The G protein-coupled receptor TBXA2R activates ERMs to control cell motility and invasion of triple-negative breast cancer cells.

Cell migration and invasion are critical processes for cancer cell metastasis, relying on the ability of cells to adapt their morphology. Proteins of the ezrin, radixin, and moesin (ERM) family are key regulators of cell morphogenesis and essential determinants of cancer cell metastasis. However, the mechanisms by which ERMs are activated in metastatic cells remain poorly understood.
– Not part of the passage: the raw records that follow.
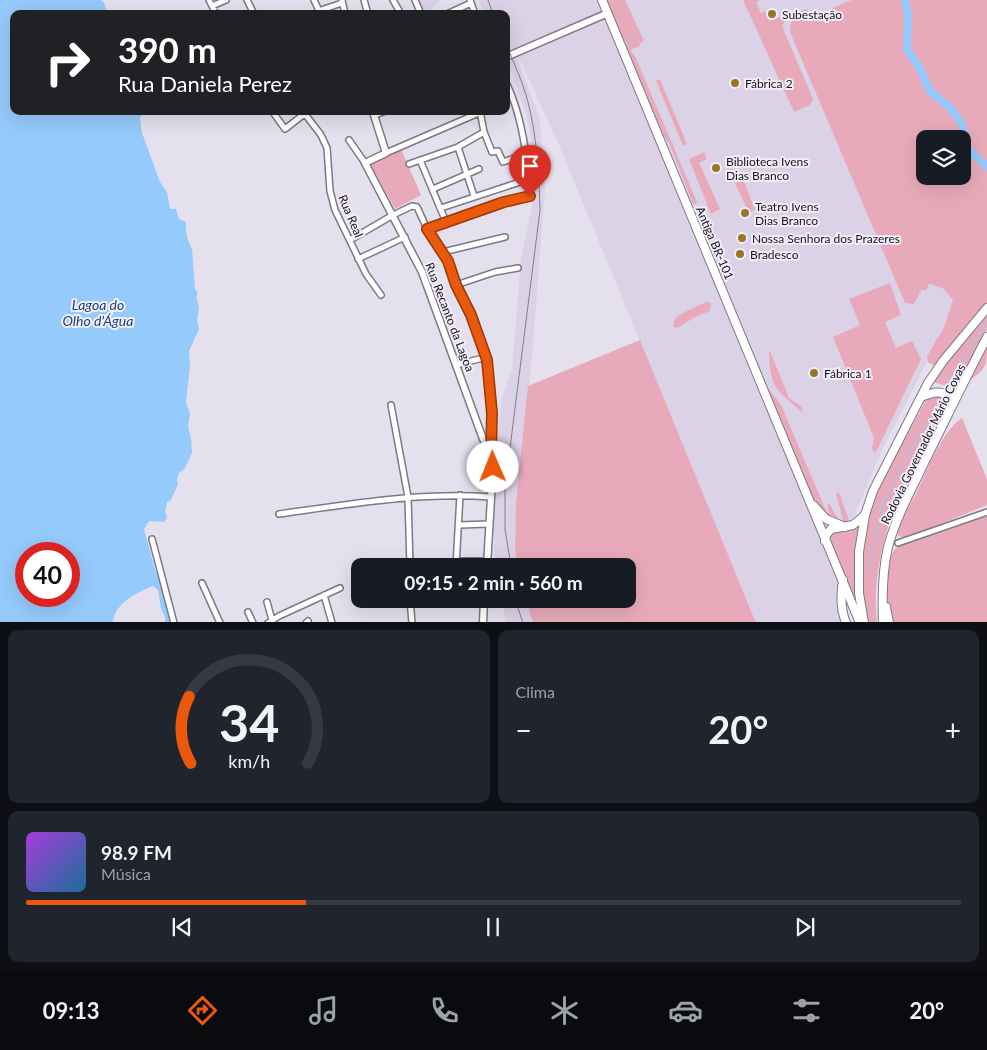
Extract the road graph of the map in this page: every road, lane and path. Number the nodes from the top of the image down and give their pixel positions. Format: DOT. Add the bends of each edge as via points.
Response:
graph roads {
  1 [pos="209,0"];
  2 [pos="226,0"];
  3 [pos="602,0"];
  4 [pos="342,1"];
  5 [pos="470,2"];
  6 [pos="212,6"];
  7 [pos="214,10"];
  8 [pos="323,10"];
  9 [pos="455,10"];
  10 [pos="608,13"];
  11 [pos="510,55"];
  12 [pos="510,92"];
  13 [pos="275,115"];
  14 [pos="304,115"];
  15 [pos="308,115"];
  16 [pos="375,115"];
  17 [pos="472,115"];
  18 [pos="482,115"];
  19 [pos="484,132"];
  20 [pos="349,140"];
  21 [pos="458,147"];
  22 [pos="386,153"];
  23 [pos="526,154"];
  24 [pos="420,160"];
  25 [pos="366,163"];
  26 [pos="409,164"];
  27 [pos="479,169"];
  28 [pos="467,174"];
  29 [pos="529,179"];
  30 [pos="433,189"];
  31 [pos="474,196"];
  32 [pos="441,208"];
  33 [pos="393,215"];
  34 [pos="446,222"];
  35 [pos="427,229"];
  36 [pos="505,236"];
  37 [pos="405,237"];
  38 [pos="350,240"];
  39 [pos="443,252"];
  40 [pos="358,259"];
  41 [pos="518,268"];
  42 [pos="456,285"];
  43 [pos="381,295"];
  44 [pos="987,308"];
  45 [pos="987,337"];
  46 [pos="479,360"];
  47 [pos="456,365"];
  48 [pos="921,397"];
  49 [pos="391,405"];
  50 [pos="950,409"];
  51 [pos="491,454"];
  52 [pos="475,465"];
  53 [pos="493,467"];
  54 [pos="460,495"];
  55 [pos="806,495"];
  56 [pos="408,496"];
  57 [pos="491,497"];
  58 [pos="987,512"];
  59 [pos="279,514"];
  60 [pos="865,515"];
  61 [pos="490,524"];
  62 [pos="459,525"];
  63 [pos="845,527"];
  64 [pos="152,539"];
  65 [pos="825,540"];
  66 [pos="898,543"];
  67 [pos="410,558"];
  68 [pos="457,558"];
  69 [pos="487,558"];
  70 [pos="843,580"];
  71 [pos="202,583"];
  72 [pos="340,588"];
  73 [pos="882,588"];
  74 [pos="324,594"];
  75 [pos="267,602"];
  76 [pos="411,608"];
  77 [pos="483,608"];
  78 [pos="248,612"];
  79 [pos="270,621"];
  80 [pos="174,622"];
  81 [pos="220,622"];
  82 [pos="252,622"];
  83 [pos="332,622"];
  84 [pos="412,622"];
  85 [pos="483,622"];
  86 [pos="846,622"];
  87 [pos="862,622"];
  88 [pos="882,622"];
  89 [pos="889,622"];
  1 -- 6 [label="street"];
  2 -- 6 [label="street"];
  3 -- 10 [label="main road, Antiga BR-101"];
  4 -- 8 [label="street"];
  5 -- 9 [label="street"];
  6 -- 7 [label="street"];
  10 -- 11 [label="street"];
  10 -- 55 [label="main road, Antiga BR-101"];
  12 -- 23 [label="street" via="518,113"];
  13 -- 14 [label="street" via="284,128"];
  15 -- 38 [label="street, Rua Real" via="325,144 332,200"];
  16 -- 22 [label="street"];
  17 -- 22 [label="street"];
  18 -- 19 [label="street"];
  19 -- 21 [label="street"];
  19 -- 23 [label="street" via="492,152 498,151 503,162"];
  20 -- 25 [label="street, Rua Recanto da Lagoa"];
  21 -- 24 [label="street"];
  21 -- 28 [label="street"];
  22 -- 25 [label="street"];
  23 -- 29 [label="street"];
  24 -- 26 [label="street"];
  24 -- 30 [label="street"];
  25 -- 33 [label="street, Rua Recanto da Lagoa"];
  27 -- 28 [label="street"];
  28 -- 30 [label="street"];
  28 -- 31 [label="street"];
  29 -- 31 [label="street"];
  29 -- 34 [label="street" via="530,196"];
  30 -- 32 [label="street"];
  31 -- 32 [label="street"];
  32 -- 34 [label="street"];
  33 -- 35 [label="street" via="416,206"];
  33 -- 37 [label="street, Rua Recanto da Lagoa"];
  33 -- 38 [label="street"];
  34 -- 35 [label="street"];
  35 -- 39 [label="street"];
  36 -- 39 [label="street"];
  37 -- 40 [label="street"];
  37 -- 47 [label="street, Rua Recanto da Lagoa" via="422,272"];
  38 -- 40 [label="street, Rua Real"];
  39 -- 42 [label="street"];
  40 -- 43 [label="street, Rua Real"];
  41 -- 42 [label="street"];
  42 -- 51 [label="street" via="471,315 488,365"];
  44 -- 48 [label="main road, Rodovia Governador Mário Covas" via="943,361"];
  45 -- 50 [label="main road, Rodovia Governador Mário Covas"];
  46 -- 47 [label="street"];
  47 -- 51 [label="street, Rua Recanto da Lagoa"];
  48 -- 50 [label="main road" via="941,392 950,397"];
  48 -- 60 [label="main road, Rodovia Governador Mário Covas" via="879,479"];
  49 -- 56 [label="street"];
  50 -- 73 [label="main road, Rodovia Governador Mário Covas" via="896,523"];
  51 -- 53 [label="street, Rua Recanto da Lagoa"];
  52 -- 53 [label="street"];
  53 -- 57 [label="street, Rua Recanto da Lagoa"];
  54 -- 56 [label="street"];
  54 -- 57 [label="street"];
  54 -- 62 [label="street"];
  55 -- 63 [label="main road" via="822,516"];
  55 -- 65 [label="main road"];
  56 -- 59 [label="street"];
  56 -- 67 [label="street"];
  57 -- 61 [label="street, Rua Recanto da Lagoa"];
  58 -- 66 [label="street"];
  60 -- 63 [label="main road" via="855,524"];
  60 -- 87 [label="main road, Rodovia Governador Mário Covas" via="859,569"];
  61 -- 62 [label="street"];
  61 -- 69 [label="street, Rua Recanto da Lagoa"];
  62 -- 68 [label="street"];
  63 -- 65 [label="main road" via="830,530"];
  64 -- 80 [label="street"];
  65 -- 70 [label="main road"];
  70 -- 86 [label="main road" via="841,600"];
  70 -- 87 [label="main road"];
  71 -- 81 [label="street"];
  72 -- 74 [label="street"];
  73 -- 88 [label="main road, Rodovia Governador Mário Covas"];
  73 -- 89 [label="main road"];
  74 -- 79 [label="street"];
  74 -- 83 [label="street"];
  75 -- 79 [label="street"];
  76 -- 84 [label="street"];
  77 -- 85 [label="street"];
  78 -- 82 [label="street"];
}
Here, we identify the thromboxane A2 receptor (TBXA2R), a G protein-coupled receptor overexpressed in multiple cancers, as a critical activator of ERMs, enhancing the motility and invasion of triple-negative breast cancer (TNBC) cells. We found that TBXA2R activates ERMs by engaging the Gαq/11 and Gα12/13 subfamilies, the small GTPase RhoA, and its Ser/Thr kinase effectors SLK and LOK. Furthermore, we demonstrate that TBXA2R promotes TNBC cell motility and invasion in vitro and metastatic colonization in vivo, dependent on ERM function. These findings reveal a novel signaling axis by which a member of the largest class of receptors activates key metastatic determinants, thereby controlling various aspects of metastasis. This discovery opens new avenues for developing targeted therapies against cancer metastasis.